Start of Task data

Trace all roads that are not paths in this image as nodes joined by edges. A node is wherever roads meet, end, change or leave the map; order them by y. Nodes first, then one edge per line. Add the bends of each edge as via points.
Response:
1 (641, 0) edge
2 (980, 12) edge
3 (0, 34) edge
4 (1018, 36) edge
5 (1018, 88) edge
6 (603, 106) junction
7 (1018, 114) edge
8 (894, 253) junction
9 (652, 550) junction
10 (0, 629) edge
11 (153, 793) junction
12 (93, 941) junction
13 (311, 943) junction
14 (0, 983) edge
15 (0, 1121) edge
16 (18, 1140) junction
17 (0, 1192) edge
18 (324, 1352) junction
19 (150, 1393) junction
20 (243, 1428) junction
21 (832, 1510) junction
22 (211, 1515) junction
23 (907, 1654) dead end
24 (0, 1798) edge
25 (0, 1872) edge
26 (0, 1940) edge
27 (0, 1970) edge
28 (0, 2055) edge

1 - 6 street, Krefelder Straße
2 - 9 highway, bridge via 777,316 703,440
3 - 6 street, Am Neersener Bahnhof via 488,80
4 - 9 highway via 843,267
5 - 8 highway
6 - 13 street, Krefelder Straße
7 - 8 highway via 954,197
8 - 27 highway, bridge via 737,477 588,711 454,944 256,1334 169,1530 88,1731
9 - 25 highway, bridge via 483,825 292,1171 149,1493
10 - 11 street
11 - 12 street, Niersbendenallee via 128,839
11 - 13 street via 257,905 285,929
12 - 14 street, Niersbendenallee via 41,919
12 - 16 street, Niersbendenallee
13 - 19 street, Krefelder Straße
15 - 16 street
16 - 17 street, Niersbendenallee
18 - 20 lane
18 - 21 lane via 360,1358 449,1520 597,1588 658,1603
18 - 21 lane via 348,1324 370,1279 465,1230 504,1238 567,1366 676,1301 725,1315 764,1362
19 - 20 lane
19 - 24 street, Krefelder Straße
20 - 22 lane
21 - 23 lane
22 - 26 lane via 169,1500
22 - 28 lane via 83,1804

End of Task data

• Task item: The lines above that include "Niersbendenallee" should each be listed.

• Response to this exercise:
11 - 12 street, Niersbendenallee via 128,839
12 - 14 street, Niersbendenallee via 41,919
12 - 16 street, Niersbendenallee
16 - 17 street, Niersbendenallee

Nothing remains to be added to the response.